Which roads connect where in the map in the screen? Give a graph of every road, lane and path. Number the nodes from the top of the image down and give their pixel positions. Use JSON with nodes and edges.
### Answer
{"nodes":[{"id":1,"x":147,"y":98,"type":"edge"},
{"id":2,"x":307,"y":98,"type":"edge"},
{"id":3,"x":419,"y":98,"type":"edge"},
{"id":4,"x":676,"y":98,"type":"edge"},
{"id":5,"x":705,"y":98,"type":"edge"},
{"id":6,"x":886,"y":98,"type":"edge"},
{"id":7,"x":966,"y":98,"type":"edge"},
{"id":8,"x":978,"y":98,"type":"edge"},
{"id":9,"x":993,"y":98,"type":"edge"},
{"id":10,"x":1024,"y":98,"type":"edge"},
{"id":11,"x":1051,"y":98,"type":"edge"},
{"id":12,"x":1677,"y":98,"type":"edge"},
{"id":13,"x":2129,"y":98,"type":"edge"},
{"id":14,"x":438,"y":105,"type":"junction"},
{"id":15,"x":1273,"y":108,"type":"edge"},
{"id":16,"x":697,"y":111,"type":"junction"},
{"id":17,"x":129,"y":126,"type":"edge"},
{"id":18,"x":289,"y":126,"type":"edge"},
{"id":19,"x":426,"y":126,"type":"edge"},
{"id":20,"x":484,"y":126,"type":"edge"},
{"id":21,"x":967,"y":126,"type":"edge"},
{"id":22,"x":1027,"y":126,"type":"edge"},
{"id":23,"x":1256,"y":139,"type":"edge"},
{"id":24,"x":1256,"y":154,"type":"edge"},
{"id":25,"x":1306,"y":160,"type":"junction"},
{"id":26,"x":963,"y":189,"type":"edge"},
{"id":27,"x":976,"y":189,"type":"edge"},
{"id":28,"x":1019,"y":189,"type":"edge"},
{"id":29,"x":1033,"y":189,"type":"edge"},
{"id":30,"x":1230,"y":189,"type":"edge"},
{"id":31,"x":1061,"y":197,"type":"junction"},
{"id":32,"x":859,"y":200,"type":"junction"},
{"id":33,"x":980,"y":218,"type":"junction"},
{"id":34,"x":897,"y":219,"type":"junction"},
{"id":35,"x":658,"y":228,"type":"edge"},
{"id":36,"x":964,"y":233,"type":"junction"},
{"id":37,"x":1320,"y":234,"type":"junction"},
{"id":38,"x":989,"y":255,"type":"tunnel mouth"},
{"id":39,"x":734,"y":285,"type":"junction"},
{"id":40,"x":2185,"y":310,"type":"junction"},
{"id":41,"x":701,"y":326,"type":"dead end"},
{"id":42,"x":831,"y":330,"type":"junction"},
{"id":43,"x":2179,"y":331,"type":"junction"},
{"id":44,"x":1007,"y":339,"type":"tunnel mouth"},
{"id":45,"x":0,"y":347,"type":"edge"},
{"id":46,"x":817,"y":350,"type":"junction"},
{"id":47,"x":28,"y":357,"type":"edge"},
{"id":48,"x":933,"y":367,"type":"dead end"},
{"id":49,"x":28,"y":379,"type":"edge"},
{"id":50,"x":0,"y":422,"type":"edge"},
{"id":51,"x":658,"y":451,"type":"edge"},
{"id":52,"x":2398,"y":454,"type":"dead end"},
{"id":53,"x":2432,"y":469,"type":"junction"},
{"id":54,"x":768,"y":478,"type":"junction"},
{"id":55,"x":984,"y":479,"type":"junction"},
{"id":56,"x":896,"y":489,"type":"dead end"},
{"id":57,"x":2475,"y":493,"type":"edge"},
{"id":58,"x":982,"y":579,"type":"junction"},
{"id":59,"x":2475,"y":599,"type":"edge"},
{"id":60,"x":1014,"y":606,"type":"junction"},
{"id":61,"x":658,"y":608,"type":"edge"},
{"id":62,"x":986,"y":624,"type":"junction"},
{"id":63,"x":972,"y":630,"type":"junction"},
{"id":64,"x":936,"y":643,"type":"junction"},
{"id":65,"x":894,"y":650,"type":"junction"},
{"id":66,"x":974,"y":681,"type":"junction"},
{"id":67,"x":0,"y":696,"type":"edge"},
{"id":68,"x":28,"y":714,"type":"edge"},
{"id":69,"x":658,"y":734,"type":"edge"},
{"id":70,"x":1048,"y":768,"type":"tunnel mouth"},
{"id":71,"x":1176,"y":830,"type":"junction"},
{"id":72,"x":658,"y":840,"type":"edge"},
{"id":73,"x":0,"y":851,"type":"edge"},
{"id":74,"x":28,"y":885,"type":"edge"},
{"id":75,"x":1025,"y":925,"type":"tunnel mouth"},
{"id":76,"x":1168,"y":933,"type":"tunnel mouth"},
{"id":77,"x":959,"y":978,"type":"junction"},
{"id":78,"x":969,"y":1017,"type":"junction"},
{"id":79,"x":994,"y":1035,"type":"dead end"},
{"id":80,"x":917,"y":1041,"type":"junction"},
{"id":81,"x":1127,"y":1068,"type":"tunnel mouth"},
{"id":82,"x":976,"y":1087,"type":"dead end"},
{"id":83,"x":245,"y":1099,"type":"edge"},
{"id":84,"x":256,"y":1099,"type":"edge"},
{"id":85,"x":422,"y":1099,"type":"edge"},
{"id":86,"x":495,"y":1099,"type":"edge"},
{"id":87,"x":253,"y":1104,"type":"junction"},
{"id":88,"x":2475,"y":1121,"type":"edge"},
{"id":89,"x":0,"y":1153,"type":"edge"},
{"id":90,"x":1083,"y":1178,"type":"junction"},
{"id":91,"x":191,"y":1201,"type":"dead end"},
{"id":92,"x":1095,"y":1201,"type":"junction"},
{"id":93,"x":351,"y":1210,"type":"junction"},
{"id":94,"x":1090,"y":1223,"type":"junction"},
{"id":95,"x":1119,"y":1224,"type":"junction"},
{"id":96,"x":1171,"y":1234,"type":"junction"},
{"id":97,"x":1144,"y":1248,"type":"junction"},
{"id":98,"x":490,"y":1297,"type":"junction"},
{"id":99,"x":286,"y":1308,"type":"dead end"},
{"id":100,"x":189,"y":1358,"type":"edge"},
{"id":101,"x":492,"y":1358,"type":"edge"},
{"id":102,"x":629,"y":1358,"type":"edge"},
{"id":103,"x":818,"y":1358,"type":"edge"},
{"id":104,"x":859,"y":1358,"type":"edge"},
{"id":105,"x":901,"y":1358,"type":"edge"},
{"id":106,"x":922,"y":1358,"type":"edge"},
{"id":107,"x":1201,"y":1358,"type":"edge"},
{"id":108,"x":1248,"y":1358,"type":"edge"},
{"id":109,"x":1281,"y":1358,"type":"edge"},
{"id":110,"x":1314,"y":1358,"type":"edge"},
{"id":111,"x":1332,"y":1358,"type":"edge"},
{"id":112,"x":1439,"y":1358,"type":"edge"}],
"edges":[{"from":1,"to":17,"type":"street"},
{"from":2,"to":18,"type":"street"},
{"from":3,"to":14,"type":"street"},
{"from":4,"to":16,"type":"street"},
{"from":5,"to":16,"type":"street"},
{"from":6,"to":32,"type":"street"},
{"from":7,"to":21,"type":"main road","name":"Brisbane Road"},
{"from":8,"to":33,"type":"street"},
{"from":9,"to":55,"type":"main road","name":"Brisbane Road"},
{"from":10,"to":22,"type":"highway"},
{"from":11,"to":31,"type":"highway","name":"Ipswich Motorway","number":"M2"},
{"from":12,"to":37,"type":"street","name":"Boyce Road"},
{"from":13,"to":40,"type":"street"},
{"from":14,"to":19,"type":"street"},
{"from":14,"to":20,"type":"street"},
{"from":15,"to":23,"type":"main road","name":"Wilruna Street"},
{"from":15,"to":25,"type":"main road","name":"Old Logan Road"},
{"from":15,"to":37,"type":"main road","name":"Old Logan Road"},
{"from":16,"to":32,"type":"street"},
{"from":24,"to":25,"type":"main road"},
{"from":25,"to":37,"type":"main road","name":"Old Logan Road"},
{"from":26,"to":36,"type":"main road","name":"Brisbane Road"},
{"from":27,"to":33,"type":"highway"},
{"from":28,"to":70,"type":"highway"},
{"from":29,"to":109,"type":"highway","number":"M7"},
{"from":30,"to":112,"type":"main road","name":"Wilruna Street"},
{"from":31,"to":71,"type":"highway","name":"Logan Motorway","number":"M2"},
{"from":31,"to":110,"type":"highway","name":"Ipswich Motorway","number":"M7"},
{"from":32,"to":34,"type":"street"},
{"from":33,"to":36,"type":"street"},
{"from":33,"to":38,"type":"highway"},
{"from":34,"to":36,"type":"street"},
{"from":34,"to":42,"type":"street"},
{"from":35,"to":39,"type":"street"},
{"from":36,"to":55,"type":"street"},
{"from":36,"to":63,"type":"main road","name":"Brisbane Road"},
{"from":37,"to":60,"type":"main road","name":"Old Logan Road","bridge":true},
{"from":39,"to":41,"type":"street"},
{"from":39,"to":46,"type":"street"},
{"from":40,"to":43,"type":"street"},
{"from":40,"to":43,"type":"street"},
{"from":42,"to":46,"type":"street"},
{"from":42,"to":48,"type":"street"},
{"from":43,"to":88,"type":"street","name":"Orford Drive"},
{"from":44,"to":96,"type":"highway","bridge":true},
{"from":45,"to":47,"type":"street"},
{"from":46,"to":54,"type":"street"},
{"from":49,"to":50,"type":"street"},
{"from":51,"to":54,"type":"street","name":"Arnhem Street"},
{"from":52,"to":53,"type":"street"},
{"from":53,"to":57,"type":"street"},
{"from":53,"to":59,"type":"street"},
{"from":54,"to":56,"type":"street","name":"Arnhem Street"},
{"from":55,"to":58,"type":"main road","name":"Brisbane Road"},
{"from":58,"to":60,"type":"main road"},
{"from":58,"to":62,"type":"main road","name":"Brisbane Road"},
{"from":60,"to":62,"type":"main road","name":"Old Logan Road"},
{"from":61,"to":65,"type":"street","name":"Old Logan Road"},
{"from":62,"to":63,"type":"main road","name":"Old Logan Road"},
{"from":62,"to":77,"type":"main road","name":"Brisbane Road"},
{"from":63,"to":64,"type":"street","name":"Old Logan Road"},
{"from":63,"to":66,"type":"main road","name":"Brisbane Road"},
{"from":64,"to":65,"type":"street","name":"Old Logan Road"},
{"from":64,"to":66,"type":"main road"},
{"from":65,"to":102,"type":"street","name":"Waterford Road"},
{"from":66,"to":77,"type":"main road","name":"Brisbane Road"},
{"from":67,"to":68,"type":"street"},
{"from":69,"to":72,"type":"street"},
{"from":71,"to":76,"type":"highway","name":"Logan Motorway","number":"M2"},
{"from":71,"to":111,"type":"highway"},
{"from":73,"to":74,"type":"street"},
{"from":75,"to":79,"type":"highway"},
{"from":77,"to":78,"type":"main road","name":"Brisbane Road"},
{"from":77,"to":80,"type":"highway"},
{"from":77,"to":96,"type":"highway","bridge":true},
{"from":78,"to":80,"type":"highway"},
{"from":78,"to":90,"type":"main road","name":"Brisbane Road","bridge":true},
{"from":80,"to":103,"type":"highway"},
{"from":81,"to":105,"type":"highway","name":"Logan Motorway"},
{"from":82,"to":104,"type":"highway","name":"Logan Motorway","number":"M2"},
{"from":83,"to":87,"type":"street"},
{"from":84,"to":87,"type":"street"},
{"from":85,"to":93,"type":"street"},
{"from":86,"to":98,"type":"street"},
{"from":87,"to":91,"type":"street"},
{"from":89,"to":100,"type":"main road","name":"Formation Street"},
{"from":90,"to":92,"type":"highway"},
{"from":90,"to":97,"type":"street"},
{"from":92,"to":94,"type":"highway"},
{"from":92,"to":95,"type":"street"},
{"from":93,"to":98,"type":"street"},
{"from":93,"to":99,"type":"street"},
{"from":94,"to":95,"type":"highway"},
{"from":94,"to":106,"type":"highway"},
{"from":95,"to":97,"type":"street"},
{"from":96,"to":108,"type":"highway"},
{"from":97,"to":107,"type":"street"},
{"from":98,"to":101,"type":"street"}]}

============

_Work task_
Once you have found every line in the listing that holds the string "edges", copy each of them.

_Written reply_
Which roads connect where in the map in the screen? Give a graph of every road, lane and path. Number the nodes from the top of the image down and give their pixel positions. Use JSON with nodes and edges.
"edges":[{"from":1,"to":17,"type":"street"},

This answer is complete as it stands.